(Saved entries)
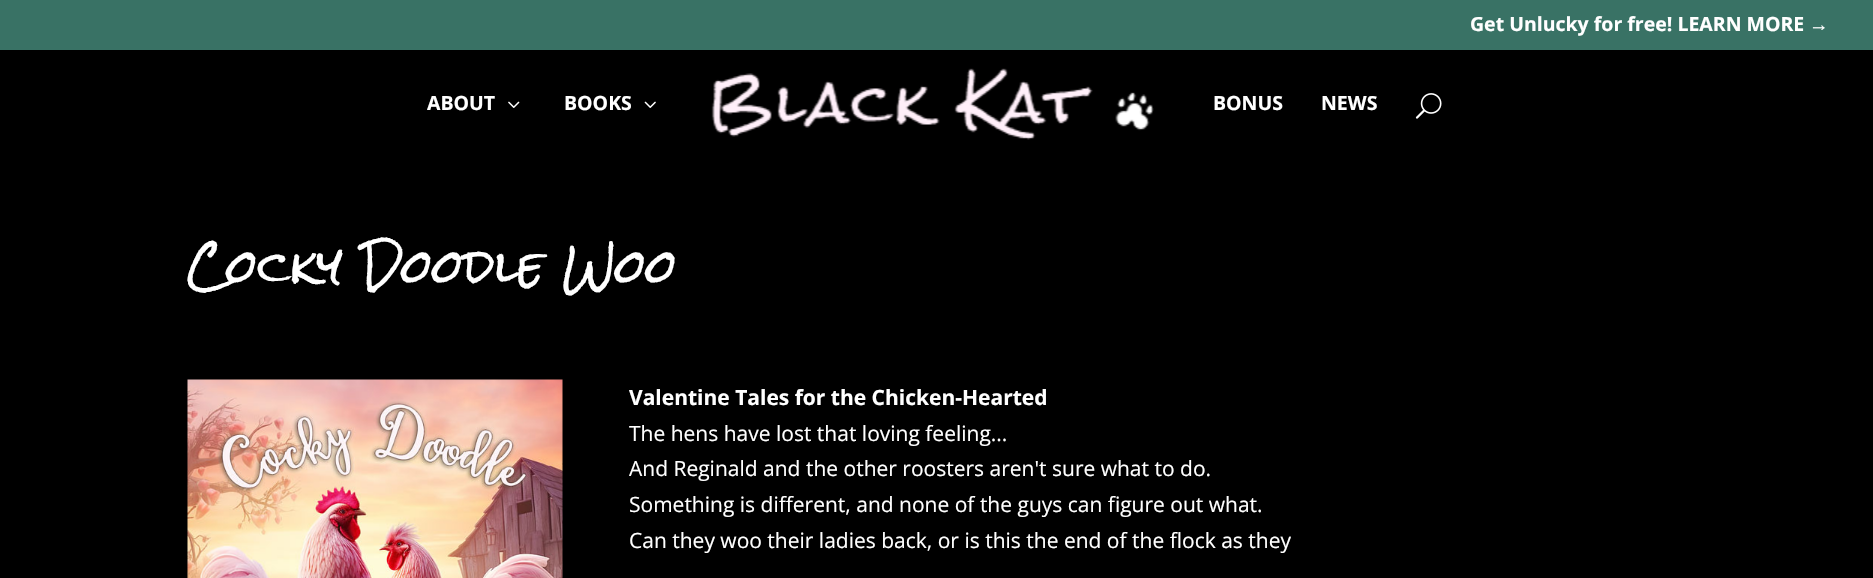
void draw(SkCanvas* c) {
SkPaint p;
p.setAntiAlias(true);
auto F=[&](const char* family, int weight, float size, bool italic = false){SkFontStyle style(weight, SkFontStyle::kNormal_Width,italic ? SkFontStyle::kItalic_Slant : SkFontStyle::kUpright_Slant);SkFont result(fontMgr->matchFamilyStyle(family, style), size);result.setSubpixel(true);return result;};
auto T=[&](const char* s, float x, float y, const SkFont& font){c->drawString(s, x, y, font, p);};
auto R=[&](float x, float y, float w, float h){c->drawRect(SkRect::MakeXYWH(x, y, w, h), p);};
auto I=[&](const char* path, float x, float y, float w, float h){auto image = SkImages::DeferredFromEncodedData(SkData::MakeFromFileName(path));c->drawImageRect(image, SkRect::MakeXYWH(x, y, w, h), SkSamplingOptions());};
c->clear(0xff000000);
p.setColor(0xff397265);
R(0,0,1873,50);
auto f1 = F("Open Sans",700,19.5);
p.setColor(0xffffffff);
T("Get Unlucky for free! LEARN MORE",1470,31,f1);
auto f2 = F("Liberation Sans",700,19.5);
T("→",1809,31,f2);
T("ABOUT",427,110,f1);
I("1.png",508,101,12,7);
T("BOOKS",564,110,f1);
I("2.png",644,101,12,7);
I("3.png",711,68,443,72);
T("BONUS",1213,110,f1);
T("NEWS",1321,110,f1);
I("4.png",1415,93,27,26);
auto f3 = F("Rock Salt",400,45);
T("Cocky Doodle Woo",187,284,f3);
I("5.png",187,379,376,199);
auto f4 = F("Open Sans",700,21);
T("Valentine Tales for the Chicken-Hearted",629,405,f4);
auto f5 = F("Open Sans",400,21);
T("The hens have lost that loving feeling...",629,441,f5);
T("And Reginald and the other roosters aren't sure what to do.",629,476,f5);
T("Something is different, and none of the guys can figure out what.",629,512,f5);
T("Can they woo their ladies back, or is this the end of the flock as they",629,548,f5);
}
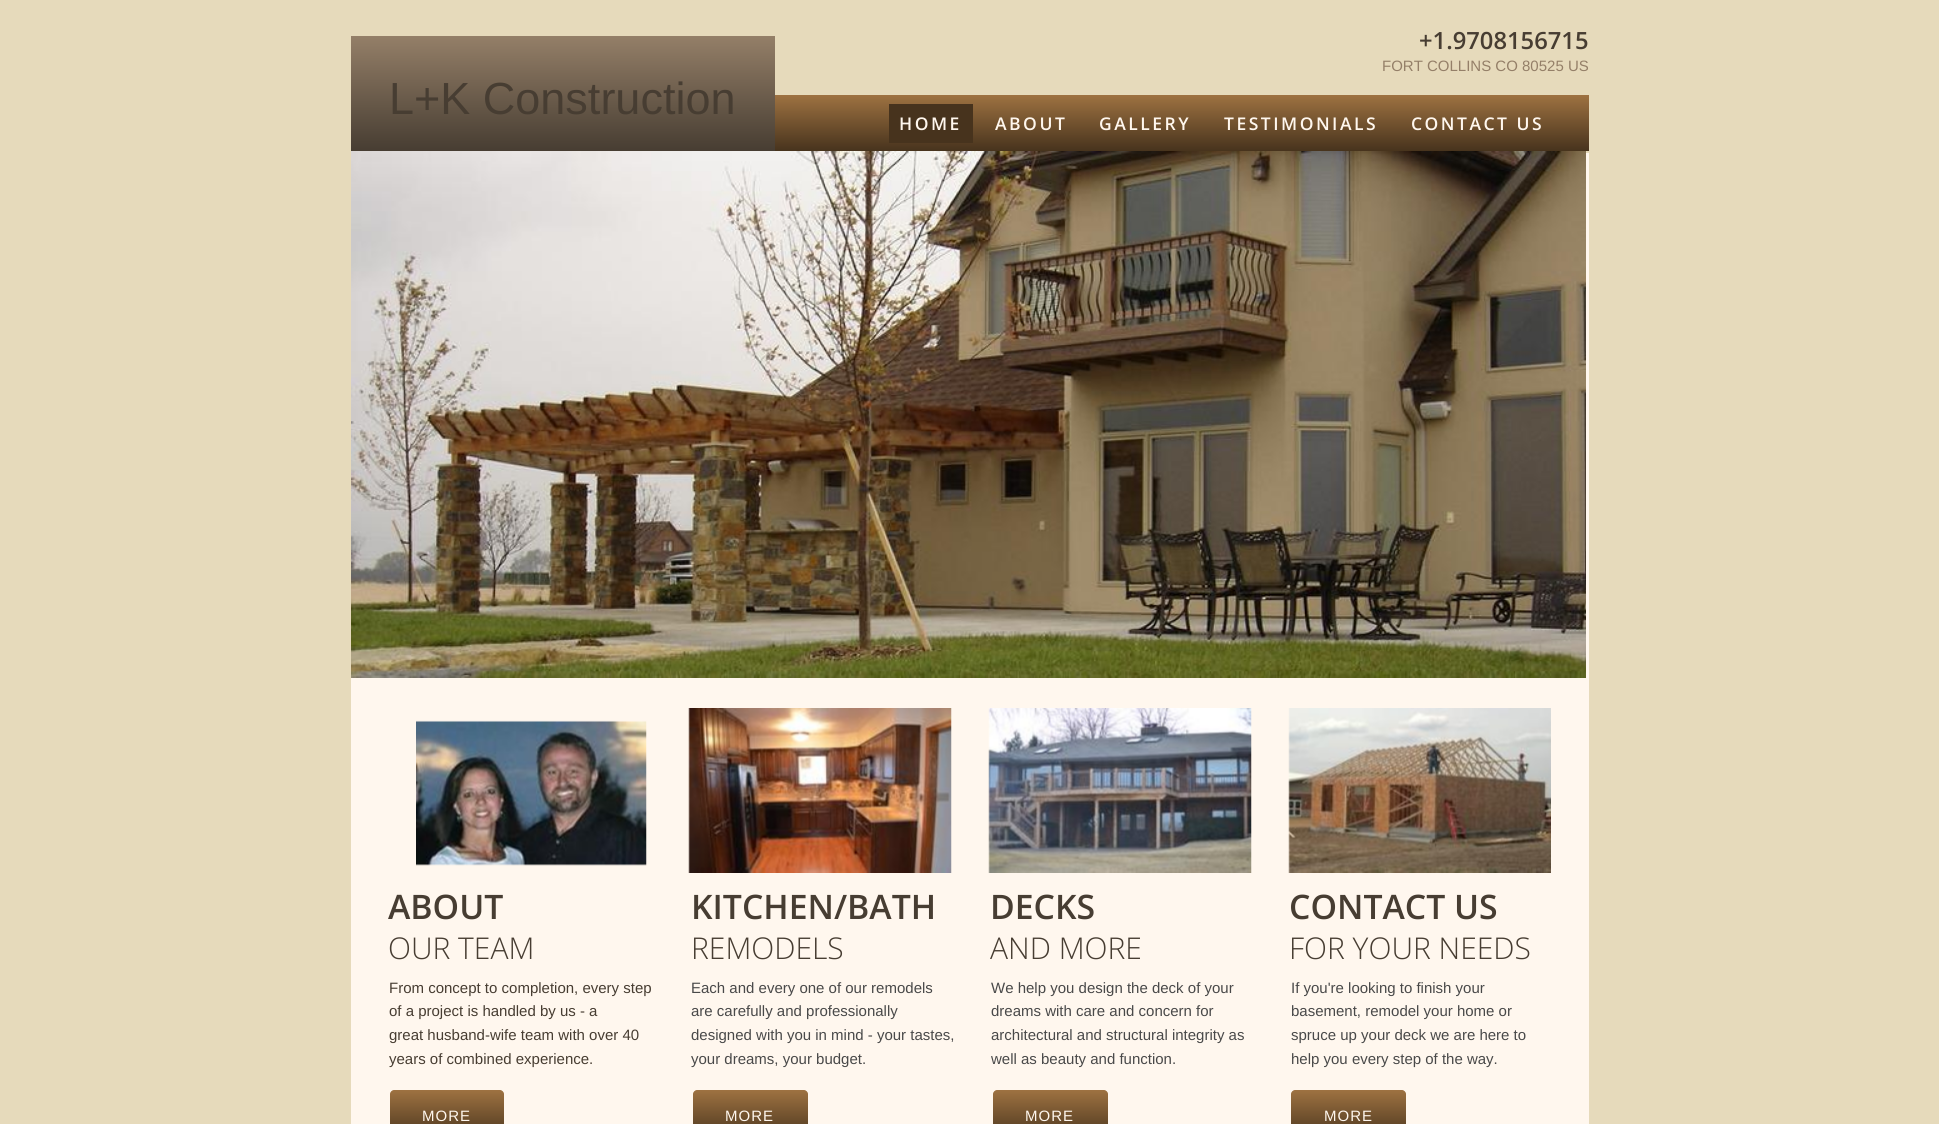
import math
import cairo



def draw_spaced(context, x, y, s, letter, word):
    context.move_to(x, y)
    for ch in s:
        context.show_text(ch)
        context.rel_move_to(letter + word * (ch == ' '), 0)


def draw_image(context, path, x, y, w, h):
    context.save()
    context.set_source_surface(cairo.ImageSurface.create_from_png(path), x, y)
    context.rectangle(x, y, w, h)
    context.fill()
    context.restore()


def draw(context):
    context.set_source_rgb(230 / 255, 218 / 255, 187 / 255)
    context.paint()
    context.set_source_rgb(1, 247 / 255, 238 / 255)
    context.rectangle(351, 153, 1238, 971)
    context.fill()
    gradient = cairo.LinearGradient(563, 36, 563, 151)
    gradient.add_color_stop_rgba(0, 148 / 255, 127 / 255, 104 / 255, 1)
    gradient.add_color_stop_rgba(1, 71 / 255, 61 / 255, 50 / 255, 1)
    context.set_source(gradient)
    context.rectangle(351, 36, 424, 115)
    context.fill()
    gradient = cairo.LinearGradient(1181, 95, 1181, 151)
    gradient.add_color_stop_rgba(0, 158 / 255, 114 / 255, 65 / 255, 1)
    gradient.add_color_stop_rgba(1, 71 / 255, 51 / 255, 29 / 255, 1)
    context.set_source(gradient)
    context.rectangle(775, 95, 814, 56)
    context.fill()
    context.set_source_rgb(71 / 255, 51 / 255, 29 / 255)
    context.rectangle(889, 104, 84, 39)
    context.fill()
    draw_image(context, "images/1.png", 351, 151, 1235, 527)
    draw_image(context, "images/2.png", 416, 720, 231, 146)
    draw_image(context, "images/3.png", 688, 708, 264, 165)
    draw_image(context, "images/4.png", 988, 708, 264, 165)
    draw_image(context, "images/5.png", 1288, 708, 263, 165)
    gradient = cairo.LinearGradient(447, 1090, 447, 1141)
    gradient.add_color_stop_rgba(0, 158 / 255, 114 / 255, 65 / 255, 1)
    gradient.add_color_stop_rgba(1, 71 / 255, 51 / 255, 29 / 255, 1)
    context.set_source(gradient)
    context.new_path()
    context.move_to(394, 1090)
    context.line_to(500, 1090)
    context.curve_to(502, 1090, 504, 1092, 504, 1094)
    context.line_to(504, 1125)
    context.line_to(390, 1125)
    context.line_to(390, 1094)
    context.curve_to(390, 1092, 392, 1090, 394, 1090)
    context.close_path()
    context.fill()
    gradient = cairo.LinearGradient(750, 1090, 750, 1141)
    gradient.add_color_stop_rgba(0, 158 / 255, 114 / 255, 65 / 255, 1)
    gradient.add_color_stop_rgba(1, 71 / 255, 51 / 255, 29 / 255, 1)
    context.set_source(gradient)
    context.new_path()
    context.move_to(697, 1090)
    context.line_to(804, 1090)
    context.curve_to(806, 1090, 808, 1092, 808, 1094)
    context.line_to(808, 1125)
    context.line_to(693, 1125)
    context.line_to(693, 1094)
    context.curve_to(693, 1092, 695, 1090, 697, 1090)
    context.close_path()
    context.fill()
    gradient = cairo.LinearGradient(1050, 1090, 1050, 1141)
    gradient.add_color_stop_rgba(0, 158 / 255, 114 / 255, 65 / 255, 1)
    gradient.add_color_stop_rgba(1, 71 / 255, 51 / 255, 29 / 255, 1)
    context.set_source(gradient)
    context.new_path()
    context.move_to(997, 1090)
    context.line_to(1104, 1090)
    context.curve_to(1106, 1090, 1108, 1092, 1108, 1094)
    context.line_to(1108, 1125)
    context.line_to(993, 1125)
    context.line_to(993, 1094)
    context.curve_to(993, 1092, 995, 1090, 997, 1090)
    context.close_path()
    context.fill()
    gradient = cairo.LinearGradient(1349, 1090, 1349, 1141)
    gradient.add_color_stop_rgba(0, 158 / 255, 114 / 255, 65 / 255, 1)
    gradient.add_color_stop_rgba(1, 71 / 255, 51 / 255, 29 / 255, 1)
    context.set_source(gradient)
    context.new_path()
    context.move_to(1295, 1090)
    context.line_to(1402, 1090)
    context.curve_to(1404, 1090, 1406, 1092, 1406, 1094)
    context.line_to(1406, 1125)
    context.line_to(1291, 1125)
    context.line_to(1291, 1094)
    context.curve_to(1291, 1092, 1293, 1090, 1295, 1090)
    context.close_path()
    context.fill()
    context.select_font_face("Open Sans SemiBold")
    context.set_font_size(23.75)
    context.set_source_rgb(71 / 255, 61 / 255, 50 / 255)
    context.move_to(1419, 49)
    context.show_text("+1.9708156715")
    context.select_font_face("Liberation Sans")
    context.set_font_size(15)
    context.set_source_rgb(148 / 255, 127 / 255, 104 / 255)
    context.move_to(1382, 71)
    context.show_text("FORT COLLINS CO 80525 US")
    context.set_font_size(45)
    context.set_source_rgb(71 / 255, 61 / 255, 50 / 255)
    context.move_to(389, 114)
    context.show_text("L+K Construction")
    context.select_font_face("Open Sans SemiBold")
    context.set_font_size(17.5)
    context.set_source_rgb(1, 247 / 255, 238 / 255)
    draw_spaced(context, 899, 130, "HOME", 2.5, 0)
    draw_spaced(context, 995, 130, "ABOUT", 2.5, 0)
    draw_spaced(context, 1099, 130, "GALLERY", 2.5, 0)
    draw_spaced(context, 1224, 130, "TESTIMONIALS", 2.5, 0)
    draw_spaced(context, 1411, 130, "CONTACT US", 2.5, 0)
    context.set_font_size(33.75)
    context.set_source_rgb(71 / 255, 61 / 255, 50 / 255)
    context.move_to(388, 919)
    context.show_text("ABOUT")
    context.select_font_face("Open Sans Light")
    context.set_font_size(30)
    context.move_to(388, 959)
    context.show_text("OUR TEAM")
    context.select_font_face("Open Sans SemiBold")
    context.set_font_size(33.75)
    context.move_to(691, 919)
    context.show_text("KITCHEN/BATH")
    context.select_font_face("Open Sans Light")
    context.set_font_size(30)
    context.move_to(691, 959)
    context.show_text("REMODELS")
    context.select_font_face("Open Sans SemiBold")
    context.set_font_size(33.75)
    context.move_to(990, 919)
    context.show_text("DECKS")
    context.select_font_face("Open Sans Light")
    context.set_font_size(30)
    context.move_to(990, 959)
    context.show_text("AND MORE")
    context.select_font_face("Open Sans SemiBold")
    context.set_font_size(33.75)
    context.move_to(1289, 919)
    context.show_text("CONTACT US")
    context.select_font_face("Open Sans Light")
    context.set_font_size(30)
    context.move_to(1289, 959)
    context.show_text("FOR YOUR NEEDS")
    context.select_font_face("Liberation Sans")
    context.set_font_size(15)
    context.move_to(389, 993)
    context.show_text("From concept to completion, every step")
    context.move_to(389, 1016)
    context.show_text("of a project is handled by us - a")
    context.move_to(389, 1040)
    context.show_text("great husband-wife team with over 40")
    context.move_to(389, 1064)
    context.show_text("years of combined experience.")
    context.set_source_rgb(73 / 255, 73 / 255, 73 / 255)
    context.move_to(691, 993)
    context.show_text("Each and every one of our remodels")
    context.move_to(691, 1016)
    context.show_text("are carefully and professionally")
    context.move_to(691, 1040)
    context.show_text("designed with you in mind - your tastes,")
    context.move_to(691, 1064)
    context.show_text("your dreams, your budget.")
    context.move_to(991, 993)
    context.show_text("We help you design the deck of your")
    context.move_to(991, 1016)
    context.show_text("dreams with care and concern for")
    context.move_to(991, 1040)
    context.show_text("architectural and structural integrity as")
    context.move_to(991, 1064)
    context.show_text("well as beauty and function.")
    context.move_to(1291, 993)
    context.show_text("If you're looking to finish your")
    context.move_to(1291, 1016)
    context.show_text("basement, remodel your home or")
    context.move_to(1291, 1040)
    context.show_text("spruce up your deck we are here to")
    context.move_to(1291, 1064)
    context.show_text("help you every step of the way.")
    context.set_source_rgb(1, 247 / 255, 238 / 255)
    draw_spaced(context, 422, 1121, "MORE", 1, 0)
    draw_spaced(context, 725, 1121, "MORE", 1, 0)
    draw_spaced(context, 1025, 1121, "MORE", 1, 0)
    draw_spaced(context, 1324, 1121, "MORE", 1, 0)


surface = cairo.ImageSurface(cairo.Format.RGB24, 1939, 1124)
context = cairo.Context(surface)
options = cairo.FontOptions()
options.set_hint_metrics(cairo.HintMetrics.OFF)
options.set_hint_style(cairo.HintStyle.NONE)
context.set_font_options(options)
context.set_miter_limit(4)
draw(context)
surface.write_to_png("out.png")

## [Task description]
Go through the entries and count the lines where the word "letter" appears; give only the count.

## [Exercise output]
2